How digital wage theft works

Tippett’s study of 330 cases litigated in state and federal courts found three main types of digital wage theft:

  • Rounding, which happens when the software is set to alter an employee’s starting and finishing times to pre-defined increments
  • Automatic break deductions, which deduct preset time increments (for lunch or other breaks) from pay, regardless of whether the break was taken
  • Time shaving, which takes place when managers alter time records to pare down the number of hours worked

Read more about this study in this article by John Detrixhe. 

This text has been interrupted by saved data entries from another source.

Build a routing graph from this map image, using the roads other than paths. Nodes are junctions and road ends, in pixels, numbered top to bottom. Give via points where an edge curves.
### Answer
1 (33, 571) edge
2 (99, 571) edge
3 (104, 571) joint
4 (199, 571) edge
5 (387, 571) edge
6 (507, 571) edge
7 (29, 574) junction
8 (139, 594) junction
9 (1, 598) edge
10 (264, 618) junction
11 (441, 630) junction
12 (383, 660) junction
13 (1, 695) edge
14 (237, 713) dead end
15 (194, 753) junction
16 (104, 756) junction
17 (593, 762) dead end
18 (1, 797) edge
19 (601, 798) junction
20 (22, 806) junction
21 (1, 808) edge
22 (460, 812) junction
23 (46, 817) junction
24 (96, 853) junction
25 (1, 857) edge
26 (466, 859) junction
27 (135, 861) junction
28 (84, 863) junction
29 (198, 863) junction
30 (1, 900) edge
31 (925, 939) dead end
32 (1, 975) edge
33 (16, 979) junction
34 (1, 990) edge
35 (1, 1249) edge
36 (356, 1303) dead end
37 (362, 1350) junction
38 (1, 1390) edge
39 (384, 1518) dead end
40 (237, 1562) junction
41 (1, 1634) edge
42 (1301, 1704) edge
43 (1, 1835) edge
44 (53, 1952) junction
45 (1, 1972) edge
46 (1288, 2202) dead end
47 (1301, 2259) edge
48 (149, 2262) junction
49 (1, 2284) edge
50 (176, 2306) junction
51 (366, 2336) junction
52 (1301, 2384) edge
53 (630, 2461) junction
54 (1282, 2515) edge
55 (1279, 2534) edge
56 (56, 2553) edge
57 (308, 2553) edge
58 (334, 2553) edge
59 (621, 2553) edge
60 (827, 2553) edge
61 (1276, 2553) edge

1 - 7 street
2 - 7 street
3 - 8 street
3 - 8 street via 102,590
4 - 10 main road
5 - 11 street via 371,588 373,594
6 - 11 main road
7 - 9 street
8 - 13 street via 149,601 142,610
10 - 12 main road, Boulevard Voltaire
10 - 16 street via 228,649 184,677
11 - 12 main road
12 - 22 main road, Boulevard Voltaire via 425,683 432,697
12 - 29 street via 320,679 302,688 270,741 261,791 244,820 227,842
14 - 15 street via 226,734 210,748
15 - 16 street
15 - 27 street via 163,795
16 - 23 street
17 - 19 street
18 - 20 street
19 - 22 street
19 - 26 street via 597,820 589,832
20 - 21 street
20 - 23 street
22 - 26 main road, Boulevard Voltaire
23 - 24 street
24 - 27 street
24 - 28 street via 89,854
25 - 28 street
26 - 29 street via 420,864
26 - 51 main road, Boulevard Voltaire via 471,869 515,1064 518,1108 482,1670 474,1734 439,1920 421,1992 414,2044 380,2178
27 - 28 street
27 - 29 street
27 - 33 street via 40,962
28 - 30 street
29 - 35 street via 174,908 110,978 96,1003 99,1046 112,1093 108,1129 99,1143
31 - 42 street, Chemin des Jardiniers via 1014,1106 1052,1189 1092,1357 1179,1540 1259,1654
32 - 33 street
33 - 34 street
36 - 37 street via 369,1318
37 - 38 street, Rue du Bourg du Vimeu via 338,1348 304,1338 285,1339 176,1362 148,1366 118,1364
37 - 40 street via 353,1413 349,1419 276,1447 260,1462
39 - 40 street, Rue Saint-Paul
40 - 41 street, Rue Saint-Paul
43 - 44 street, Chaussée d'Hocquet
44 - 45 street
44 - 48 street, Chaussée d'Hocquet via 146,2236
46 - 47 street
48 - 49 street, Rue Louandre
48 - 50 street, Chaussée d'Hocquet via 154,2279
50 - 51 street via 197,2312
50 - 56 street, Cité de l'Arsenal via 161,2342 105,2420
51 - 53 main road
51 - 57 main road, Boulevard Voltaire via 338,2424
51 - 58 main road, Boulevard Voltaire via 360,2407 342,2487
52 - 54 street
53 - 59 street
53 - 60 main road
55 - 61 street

Supreme Court Denies Overtime Pay to Service Advisors at Auto Shops & Dealerships

This week in Encino Motorcars, LLC v. Navarro, the Supreme Court limited overtime pay for service advisors at car dealerships nationwide, ruling that those employees are primarily salespeople who sell brake jobs, oil changes and other service work. Encino Motorcars' current and former service advisors sought backpay under the Fair Labor Standards Act (FLSA) overtime-pay requirement, 29 U.S.C. 213(b)(10)(A). The requirement exempts “any salesman, partsman, or mechanic primarily engaged in selling or servicing automobiles, trucks, or farm implements.”

The Supreme Court, in an 5-4 opinion authored by Justice Thomas, reinstated the dismissal of the suit. According to the Court, service advisors are “salesm[e]n . . . primarily engaged in . . . servicing automobiles." The ordinary meaning of “salesman” is someone who sells goods or services, and service advisors “sell [customers] services for their vehicles,” Service advisors are also “primarily engaged in . . . servicing automobiles.” “Servicing” can mean either “the action of maintaining or repairing” or “[t]he action of providing a service.” Service advisors satisfy both definitions. They meet customers; listen to their concerns; suggest repair and maintenance services; sell new accessories or replacement parts; record service orders; follow up with customers as services are performed; and explain the work when customers return for their vehicles. While service advisors do not spend most of their time physically repairing automobiles, neither do partsmen, who are “primarily engaged in . . . servicing automobiles.”

The Court rejected giving Chevron deference to the federal agency and rejected the interpretation of the Department of Labor and the Ninth Circuit Court of Appeals, who had both relied on matching “salesman” with “selling” and “partsman [and] mechanic” with “[servicing]”. The but the word “or” is “almost always disjunctive.” Using “or” to join “selling” and “servicing” suggests that the exemption covers a salesman primarily engaged in either activity. The Court held that the FLSA gives no textual indication that its exemptions should be construed narrowly, thus ignoring the long-standing precedent that remedial statutes should be interpreted in order to provide broad protections to the individuals they seek to protect. 

Writing in dissent, Justice Ruth Bader Ginsburg said the service advisors at Encino Motorcars "work regular hours, 7 a.m. to 6 p.m., at least five days per week, on the dealership premises. Their weekly minimum is 55 hours." Federal law calls for a time-and-a-half pay after 40 hours in a week, she noted. "Because service advisers neither sell nor repair automobiles, they should remain outside the exemption and within the act's coverage," she said. Justices Stephen G. Breyer, Sonia Sotomayor and Elena Kagan agreed.

This is but one of many examples to come that will demonstrate the importance of elections on the Court. The election of Trump coupled with the Senate's highly questionable antics used to nab a seat for Justice Gorsuch has led to the elimination of overtime protections for thousands of workers across the country. Many will never see Justice Gorsuch as a legitimate member of the Court. However, his votes (expected to be 100% anti-worker) on the Court will be powerful all the same.